| Task goal |
Across the entries below, how many lines contain the string "Heights"? Only the number is wanted.

[Items from a dataset]
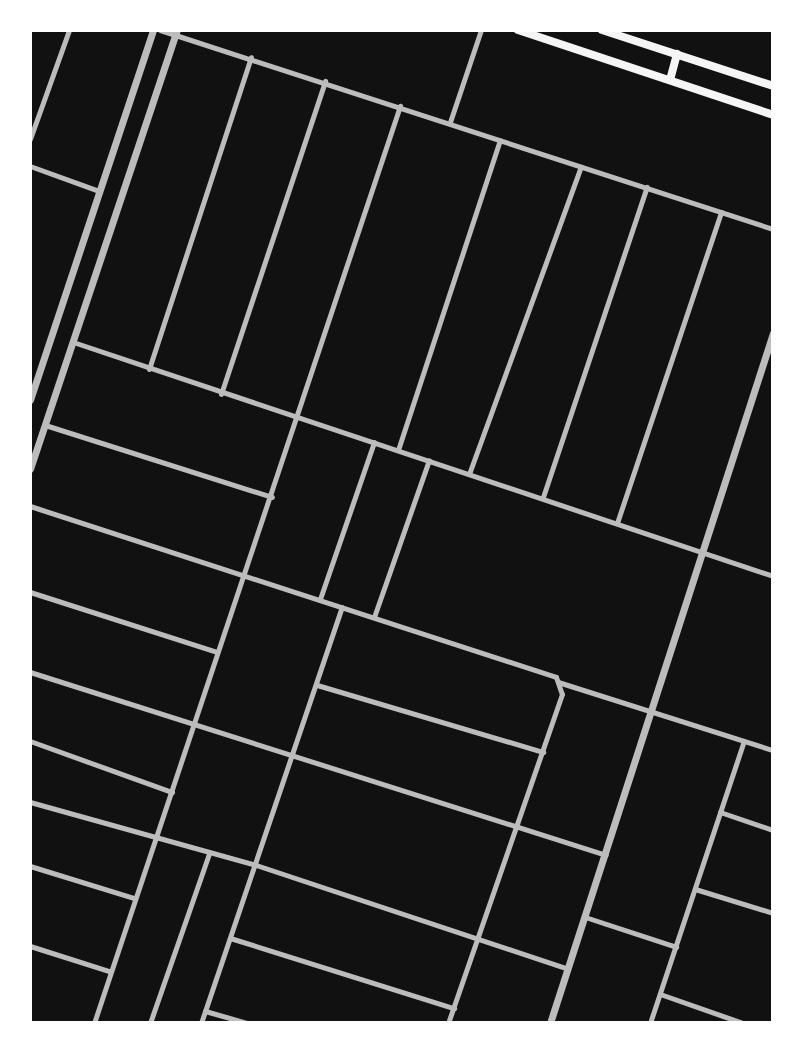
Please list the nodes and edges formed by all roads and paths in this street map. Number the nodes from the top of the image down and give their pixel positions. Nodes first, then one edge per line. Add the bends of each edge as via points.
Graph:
1 (69, 30) edge
2 (153, 30) edge
3 (160, 30) edge
4 (481, 30) edge
5 (518, 30) edge
6 (602, 30) edge
7 (176, 33) edge
8 (677, 54) junction
9 (251, 57) junction
10 (670, 80) junction
11 (325, 81) junction
12 (772, 83) edge
13 (400, 106) junction
14 (773, 115) edge
15 (450, 122) junction
16 (30, 139) edge
17 (500, 140) junction
18 (30, 166) edge
19 (581, 167) junction
20 (647, 187) junction
21 (100, 192) junction
22 (721, 212) junction
23 (773, 229) edge
24 (773, 333) edge
25 (73, 342) junction
26 (149, 369) junction
27 (221, 394) junction
28 (30, 400) edge
29 (299, 417) junction
30 (45, 425) junction
31 (374, 442) junction
32 (398, 450) junction
33 (429, 460) junction
34 (30, 469) edge
35 (469, 474) junction
36 (272, 497) junction
37 (543, 497) junction
38 (30, 506) edge
39 (617, 523) junction
40 (701, 552) junction
41 (242, 572) junction
42 (773, 576) edge
43 (30, 592) edge
44 (320, 599) junction
45 (342, 607) junction
46 (374, 617) junction
47 (217, 652) junction
48 (30, 672) edge
49 (558, 682) junction
50 (317, 685) junction
51 (654, 713) junction
52 (194, 723) junction
53 (30, 741) edge
54 (744, 741) junction
55 (773, 750) edge
56 (543, 752) junction
57 (295, 757) junction
58 (172, 792) junction
59 (30, 802) edge
60 (720, 812) junction
61 (515, 828) junction
62 (773, 830) edge
63 (156, 842) junction
64 (209, 854) junction
65 (607, 855) junction
66 (256, 865) junction
67 (30, 866) edge
68 (695, 889) junction
69 (134, 898) junction
70 (773, 913) edge
71 (585, 917) junction
72 (478, 937) junction
73 (230, 938) junction
74 (30, 946) edge
75 (676, 947) junction
76 (568, 969) junction
77 (109, 971) junction
78 (660, 994) junction
79 (454, 1008) junction
80 (205, 1011) junction
81 (94, 1023) edge
82 (150, 1023) edge
83 (201, 1023) edge
84 (247, 1023) edge
85 (448, 1023) edge
86 (550, 1023) edge
87 (650, 1023) edge
88 (743, 1023) edge

1 - 16 street
2 - 21 street
3 - 7 street
4 - 15 street
5 - 10 main road
6 - 8 main road
7 - 9 street
7 - 25 street
8 - 10 main road
8 - 12 main road
9 - 11 street
9 - 26 street
10 - 14 main road
11 - 13 street
11 - 27 street
13 - 15 street
13 - 29 street
15 - 17 street
17 - 19 street
17 - 32 street
18 - 21 street
19 - 20 street
19 - 35 street
20 - 22 street
20 - 37 street
21 - 28 street
22 - 23 street
22 - 39 street
24 - 40 street
25 - 26 street
25 - 30 street
26 - 27 street
27 - 29 street
29 - 31 street
29 - 36 street
30 - 34 street
30 - 36 street
31 - 32 street
31 - 44 street
32 - 33 street
33 - 35 street
33 - 46 street
35 - 37 street
36 - 41 street
37 - 39 street
38 - 41 street
39 - 40 street
40 - 42 street
40 - 51 street
41 - 44 street
41 - 47 street
43 - 47 street
44 - 45 street
45 - 46 street
45 - 50 street
46 - 49 street
47 - 52 street
48 - 52 street
49 - 51 street
49 - 56 street via 562,694
50 - 56 street
50 - 57 street
51 - 54 street
51 - 65 street
52 - 57 street
52 - 58 street
53 - 58 street
54 - 55 street
54 - 60 street
56 - 61 street
57 - 61 street
57 - 66 street
58 - 63 street
59 - 63 street
60 - 62 street
60 - 68 street
61 - 65 street
61 - 72 street
63 - 64 street
63 - 69 street
64 - 66 street
64 - 82 street
65 - 71 street
66 - 72 street
66 - 73 street
67 - 69 street
68 - 70 street
68 - 75 street
69 - 77 street
71 - 75 street
71 - 76 street
72 - 76 street
72 - 79 street
73 - 79 street
73 - 80 street
74 - 77 street
75 - 78 street
76 - 86 street
77 - 81 street
78 - 87 street
78 - 88 street
79 - 85 street
80 - 83 street
80 - 84 street

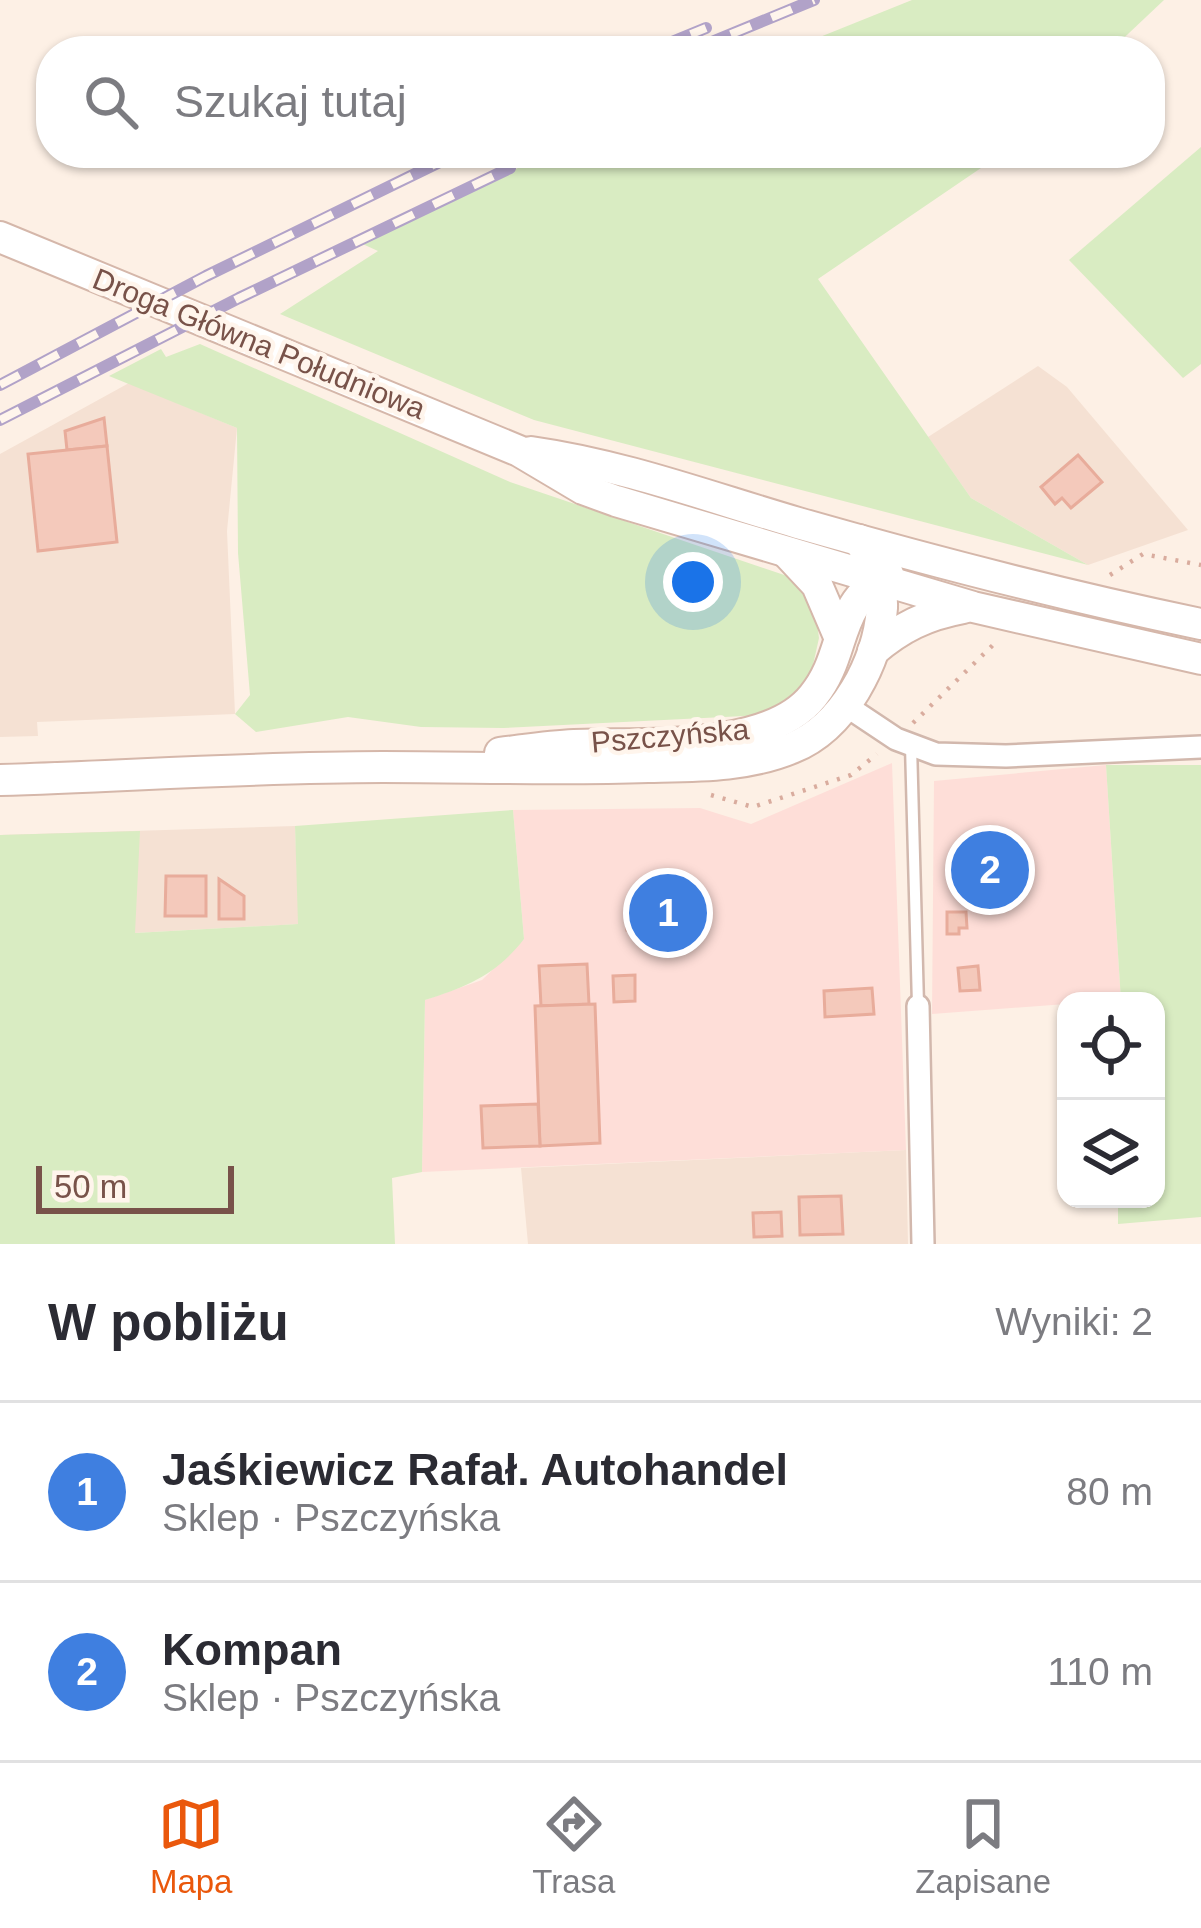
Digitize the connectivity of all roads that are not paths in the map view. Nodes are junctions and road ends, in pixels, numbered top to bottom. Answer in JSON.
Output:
{"nodes":[{"id":1,"x":0,"y":237,"type":"edge"},
{"id":2,"x":519,"y":451,"type":"junction"},
{"id":3,"x":859,"y":540,"type":"junction"},
{"id":4,"x":788,"y":554,"type":"junction"},
{"id":5,"x":919,"y":557,"type":"junction"},
{"id":6,"x":877,"y":580,"type":"junction"},
{"id":7,"x":973,"y":607,"type":"junction"},
{"id":8,"x":1201,"y":623,"type":"edge"},
{"id":9,"x":838,"y":634,"type":"junction"},
{"id":10,"x":873,"y":652,"type":"junction"},
{"id":11,"x":1201,"y":659,"type":"edge"},
{"id":12,"x":845,"y":705,"type":"junction"},
{"id":13,"x":911,"y":745,"type":"junction"},
{"id":14,"x":1201,"y":747,"type":"edge"},
{"id":15,"x":381,"y":767,"type":"junction"},
{"id":16,"x":0,"y":780,"type":"edge"},
{"id":17,"x":918,"y":1006,"type":"joint"},
{"id":18,"x":923,"y":1244,"type":"edge"}],
"edges":[{"from":1,"to":2,"type":"main road","name":"Droga Główna Południowa"},
{"from":2,"to":3,"type":"main road","name":"Droga Główna Południowa"},
{"from":2,"to":4,"type":"main road","name":"Droga Główna Południowa"},
{"from":3,"to":5,"type":"main road","name":"Droga Główna Południowa"},
{"from":3,"to":6,"type":"main road"},
{"from":4,"to":6,"type":"main road","name":"Droga Główna Południowa"},
{"from":4,"to":9,"type":"main road"},
{"from":5,"to":6,"type":"main road","name":"Pszczyńska"},
{"from":5,"to":8,"type":"main road"},
{"from":6,"to":7,"type":"main road","name":"Pszczyńska"},
{"from":6,"to":9,"type":"main road","name":"Pszczyńska"},
{"from":6,"to":10,"type":"main road","name":"Pszczyńska"},
{"from":7,"to":10,"type":"main road","name":"Pszczyńska"},
{"from":7,"to":11,"type":"main road","name":"Pszczyńska"},
{"from":9,"to":15,"type":"main road","name":"Pszczyńska"},
{"from":10,"to":12,"type":"main road","name":"Pszczyńska"},
{"from":12,"to":13,"type":"street"},
{"from":12,"to":15,"type":"main road","name":"Pszczyńska"},
{"from":13,"to":14,"type":"street"},
{"from":13,"to":17,"type":"lane"},
{"from":15,"to":16,"type":"main road","name":"Pszczyńska"},
{"from":17,"to":18,"type":"street"}]}
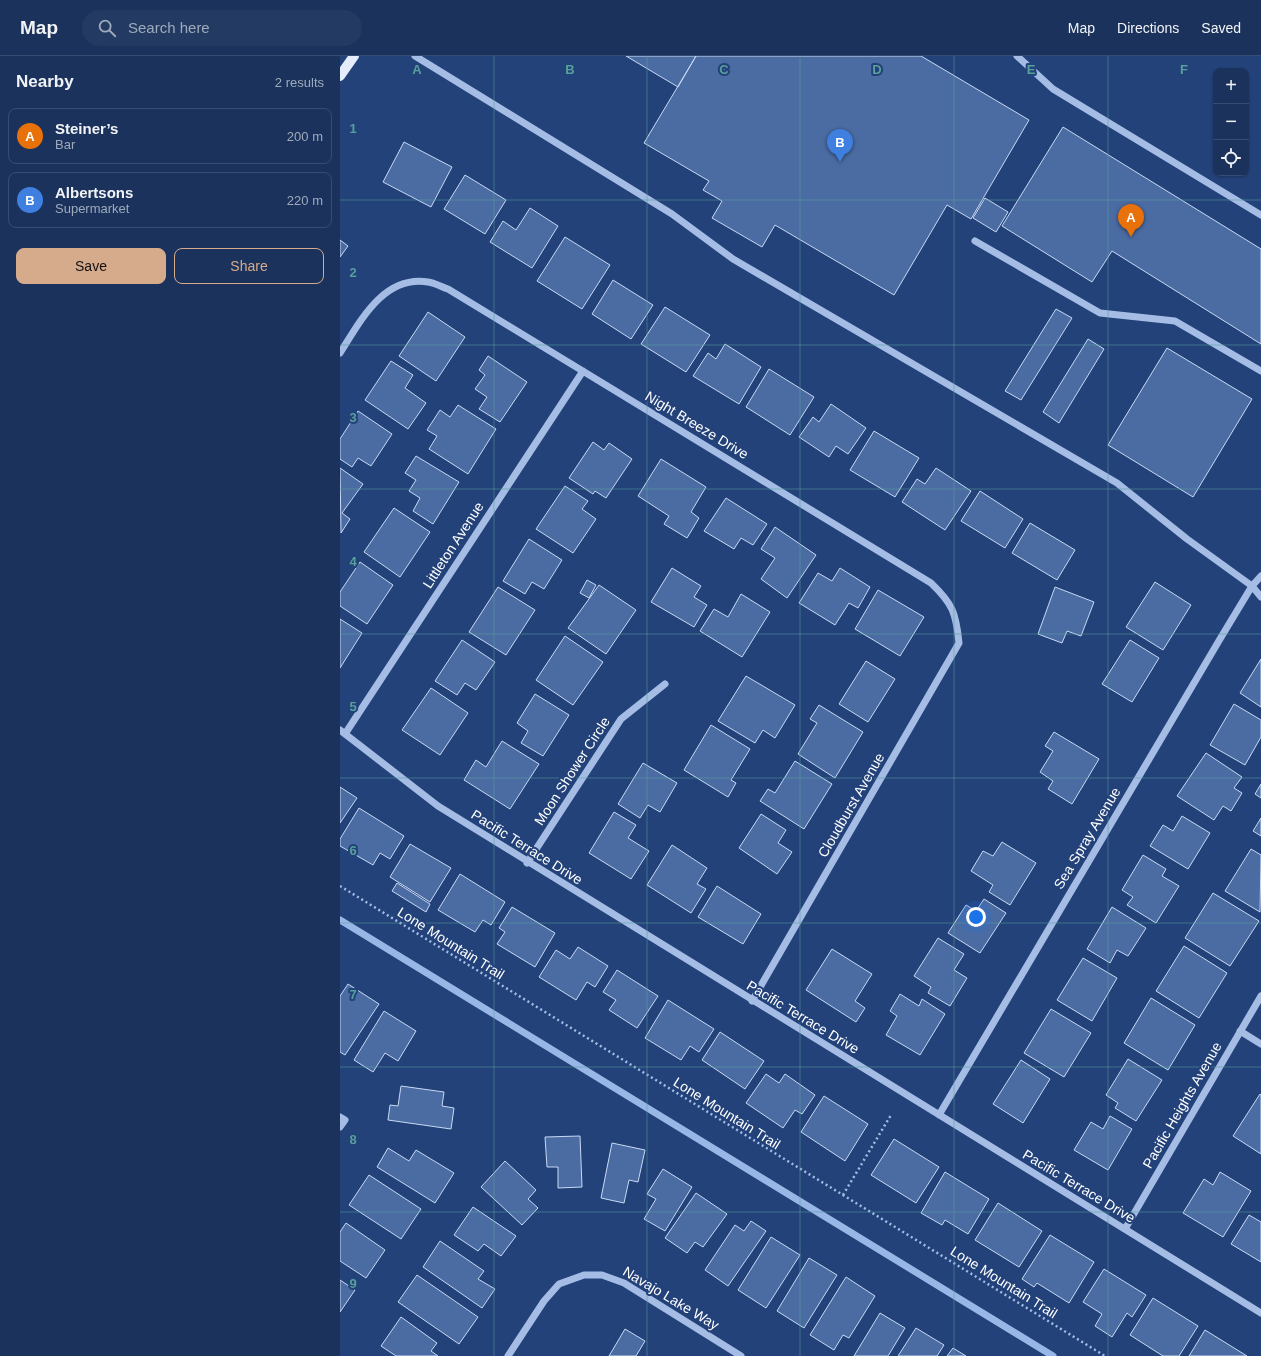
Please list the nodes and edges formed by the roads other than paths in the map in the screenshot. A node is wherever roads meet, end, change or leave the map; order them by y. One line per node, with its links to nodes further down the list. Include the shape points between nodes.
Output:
1 (354, 56): 4 (main road)
2 (415, 56): 12 (street, via 672,214 733,259 1117,483 1187,539)
3 (1017, 56): 5 (street, via 1053,89)
4 (340, 76)
5 (1261, 215)
6 (975, 241): 9 (street, via 1100,313 1175,321)
7 (340, 353): 8 (street, Night Breeze Drive, via 370,308 386,292 406,283 428,282 448,289)
8 (583, 371): 14 (street, Night Breeze Drive, via 932,583 947,598); 16 (street, Littleton Avenue)
9 (1261, 371)
10 (1261, 576): 12 (street, Sea Spray Avenue)
11 (1261, 585): 12 (street)
12 (1252, 586): 13 (street); 22 (street, Sea Spray Avenue)
13 (1261, 597)
14 (957, 619): 19 (street, Cloudburst Avenue, via 959,642)
15 (665, 684): 17 (street, Moon Shower Circle, via 621,719)
16 (343, 732): 17 (street, Pacific Terrace Drive, via 438,806)
17 (528, 863): 19 (street, Pacific Terrace Drive)
18 (1261, 996): 20 (street, Pacific Heights Avenue)
19 (752, 1001): 22 (street, Pacific Terrace Drive)
20 (1240, 1031): 21 (street); 25 (street, Pacific Heights Avenue)
21 (1261, 1044)
22 (939, 1115): 25 (street, Pacific Terrace Drive)
23 (342, 1119): 24 (street)
24 (340, 1127)
25 (1125, 1229): 26 (street, Pacific Terrace Drive)
26 (1261, 1313)
27 (508, 1356): 28 (street, Navajo Lake Way, via 544,1301 560,1284 584,1275 602,1275 624,1283)
28 (741, 1356)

| Result of the exercise |
2